• [Records supplied]

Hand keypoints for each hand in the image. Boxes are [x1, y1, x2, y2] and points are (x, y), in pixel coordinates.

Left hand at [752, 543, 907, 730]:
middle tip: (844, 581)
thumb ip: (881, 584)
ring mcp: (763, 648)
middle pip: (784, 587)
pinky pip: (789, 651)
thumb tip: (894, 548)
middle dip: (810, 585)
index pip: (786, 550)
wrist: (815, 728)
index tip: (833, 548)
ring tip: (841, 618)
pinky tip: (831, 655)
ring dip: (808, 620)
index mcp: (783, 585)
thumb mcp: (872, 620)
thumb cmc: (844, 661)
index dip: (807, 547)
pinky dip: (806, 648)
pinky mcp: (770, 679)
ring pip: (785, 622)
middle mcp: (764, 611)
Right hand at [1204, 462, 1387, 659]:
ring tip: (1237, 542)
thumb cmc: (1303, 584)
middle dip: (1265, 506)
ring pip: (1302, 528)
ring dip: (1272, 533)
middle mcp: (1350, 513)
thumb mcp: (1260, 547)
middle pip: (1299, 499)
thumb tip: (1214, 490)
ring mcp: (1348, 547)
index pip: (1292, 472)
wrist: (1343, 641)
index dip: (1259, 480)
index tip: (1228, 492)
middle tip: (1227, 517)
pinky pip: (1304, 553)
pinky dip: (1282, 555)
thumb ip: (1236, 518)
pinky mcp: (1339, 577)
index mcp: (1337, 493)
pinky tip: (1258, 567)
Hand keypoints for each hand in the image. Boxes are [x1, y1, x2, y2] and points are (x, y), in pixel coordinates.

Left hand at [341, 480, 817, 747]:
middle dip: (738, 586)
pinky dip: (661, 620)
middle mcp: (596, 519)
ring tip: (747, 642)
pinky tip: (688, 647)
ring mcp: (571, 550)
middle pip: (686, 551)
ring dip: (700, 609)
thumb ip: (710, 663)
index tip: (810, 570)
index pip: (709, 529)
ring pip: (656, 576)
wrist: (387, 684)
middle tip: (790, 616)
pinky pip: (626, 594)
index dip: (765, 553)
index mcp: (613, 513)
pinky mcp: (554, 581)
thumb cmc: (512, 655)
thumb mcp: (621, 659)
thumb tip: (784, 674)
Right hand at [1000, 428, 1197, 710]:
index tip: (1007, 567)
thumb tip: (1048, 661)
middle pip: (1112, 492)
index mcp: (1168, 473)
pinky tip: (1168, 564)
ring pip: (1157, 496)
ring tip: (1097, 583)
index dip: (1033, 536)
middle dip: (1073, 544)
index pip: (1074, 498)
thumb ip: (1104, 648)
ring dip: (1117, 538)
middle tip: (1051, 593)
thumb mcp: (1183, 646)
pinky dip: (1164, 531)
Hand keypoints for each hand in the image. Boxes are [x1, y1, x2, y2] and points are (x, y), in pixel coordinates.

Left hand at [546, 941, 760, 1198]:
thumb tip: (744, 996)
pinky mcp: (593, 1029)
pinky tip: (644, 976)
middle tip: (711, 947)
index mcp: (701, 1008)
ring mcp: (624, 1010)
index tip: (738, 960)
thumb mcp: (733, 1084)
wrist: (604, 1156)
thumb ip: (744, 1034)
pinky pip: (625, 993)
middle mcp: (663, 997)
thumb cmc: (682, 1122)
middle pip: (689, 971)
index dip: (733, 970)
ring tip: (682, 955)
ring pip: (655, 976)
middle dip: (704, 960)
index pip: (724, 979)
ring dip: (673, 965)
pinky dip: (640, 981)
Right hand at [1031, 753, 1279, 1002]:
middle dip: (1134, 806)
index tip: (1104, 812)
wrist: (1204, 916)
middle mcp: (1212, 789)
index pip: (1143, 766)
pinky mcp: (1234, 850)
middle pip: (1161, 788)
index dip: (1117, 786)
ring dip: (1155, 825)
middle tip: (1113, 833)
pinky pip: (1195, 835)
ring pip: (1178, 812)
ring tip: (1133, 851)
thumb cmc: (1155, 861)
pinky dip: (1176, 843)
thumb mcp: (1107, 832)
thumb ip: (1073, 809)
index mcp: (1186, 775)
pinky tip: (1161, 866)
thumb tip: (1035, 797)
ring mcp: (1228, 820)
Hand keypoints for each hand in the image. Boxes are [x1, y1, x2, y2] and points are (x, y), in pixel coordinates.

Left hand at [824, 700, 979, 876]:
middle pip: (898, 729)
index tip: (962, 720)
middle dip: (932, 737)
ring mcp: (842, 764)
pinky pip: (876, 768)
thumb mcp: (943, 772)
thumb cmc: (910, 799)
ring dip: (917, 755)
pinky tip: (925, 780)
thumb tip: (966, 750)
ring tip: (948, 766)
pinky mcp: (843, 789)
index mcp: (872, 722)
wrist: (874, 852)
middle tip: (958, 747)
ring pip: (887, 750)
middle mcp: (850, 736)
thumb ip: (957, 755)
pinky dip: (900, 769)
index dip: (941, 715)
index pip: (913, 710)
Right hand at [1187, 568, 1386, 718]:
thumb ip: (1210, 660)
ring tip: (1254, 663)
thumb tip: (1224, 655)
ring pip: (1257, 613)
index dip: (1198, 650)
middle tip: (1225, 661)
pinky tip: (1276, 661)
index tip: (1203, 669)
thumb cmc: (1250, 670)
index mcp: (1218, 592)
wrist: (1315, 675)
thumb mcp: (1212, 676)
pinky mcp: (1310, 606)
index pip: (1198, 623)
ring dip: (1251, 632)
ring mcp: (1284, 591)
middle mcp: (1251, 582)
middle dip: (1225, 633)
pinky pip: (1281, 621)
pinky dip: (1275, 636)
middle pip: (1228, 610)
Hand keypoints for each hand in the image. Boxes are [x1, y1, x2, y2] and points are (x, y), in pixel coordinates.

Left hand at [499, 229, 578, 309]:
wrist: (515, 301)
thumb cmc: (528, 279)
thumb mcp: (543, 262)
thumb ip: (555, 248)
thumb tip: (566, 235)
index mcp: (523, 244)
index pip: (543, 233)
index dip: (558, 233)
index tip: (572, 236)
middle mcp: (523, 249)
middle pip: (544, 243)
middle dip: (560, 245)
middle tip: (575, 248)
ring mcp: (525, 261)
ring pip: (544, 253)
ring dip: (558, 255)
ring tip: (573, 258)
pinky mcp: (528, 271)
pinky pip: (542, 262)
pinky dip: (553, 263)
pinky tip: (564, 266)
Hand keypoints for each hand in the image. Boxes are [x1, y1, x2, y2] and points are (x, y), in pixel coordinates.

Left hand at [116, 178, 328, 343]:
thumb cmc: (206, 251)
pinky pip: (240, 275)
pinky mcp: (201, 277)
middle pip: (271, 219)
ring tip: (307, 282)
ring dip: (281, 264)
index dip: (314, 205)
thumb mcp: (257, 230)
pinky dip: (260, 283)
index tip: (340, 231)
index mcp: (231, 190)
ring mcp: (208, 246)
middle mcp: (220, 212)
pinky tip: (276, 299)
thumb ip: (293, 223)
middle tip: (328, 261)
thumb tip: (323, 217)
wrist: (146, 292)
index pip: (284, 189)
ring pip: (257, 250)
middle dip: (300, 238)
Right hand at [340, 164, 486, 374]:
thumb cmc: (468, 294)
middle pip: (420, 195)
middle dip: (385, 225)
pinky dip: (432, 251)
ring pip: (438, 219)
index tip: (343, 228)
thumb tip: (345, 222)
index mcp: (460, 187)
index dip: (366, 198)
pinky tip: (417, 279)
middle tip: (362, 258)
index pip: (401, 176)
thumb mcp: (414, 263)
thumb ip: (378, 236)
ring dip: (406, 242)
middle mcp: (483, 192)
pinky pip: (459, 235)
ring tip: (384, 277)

• [Try it] Your answer should consist of the lines from the line with "ring tip: (948, 766)" to the line with "middle pip: (1228, 610)" above, repeated exactly, both ends included.

• [Output]
ring tip: (948, 766)
pinky mcp: (843, 789)
index mcp: (872, 722)
wrist: (874, 852)
middle tip: (958, 747)
ring pip: (887, 750)
middle mcp: (850, 736)
thumb ip: (957, 755)
pinky dip: (900, 769)
index dip: (941, 715)
index pip: (913, 710)
Right hand at [1187, 568, 1386, 718]:
thumb ip: (1210, 660)
ring tip: (1254, 663)
thumb tip: (1224, 655)
ring pip: (1257, 613)
index dip: (1198, 650)
middle tip: (1225, 661)
pinky tip: (1276, 661)
index tip: (1203, 669)
thumb cmc: (1250, 670)
index mcp: (1218, 592)
wrist: (1315, 675)
thumb mcp: (1212, 676)
pinky mcp: (1310, 606)
index pip: (1198, 623)
ring dip: (1251, 632)
ring mcp: (1284, 591)
middle mcp: (1251, 582)
middle dip: (1225, 633)
pinky pip: (1281, 621)
pinky dip: (1275, 636)
middle pip: (1228, 610)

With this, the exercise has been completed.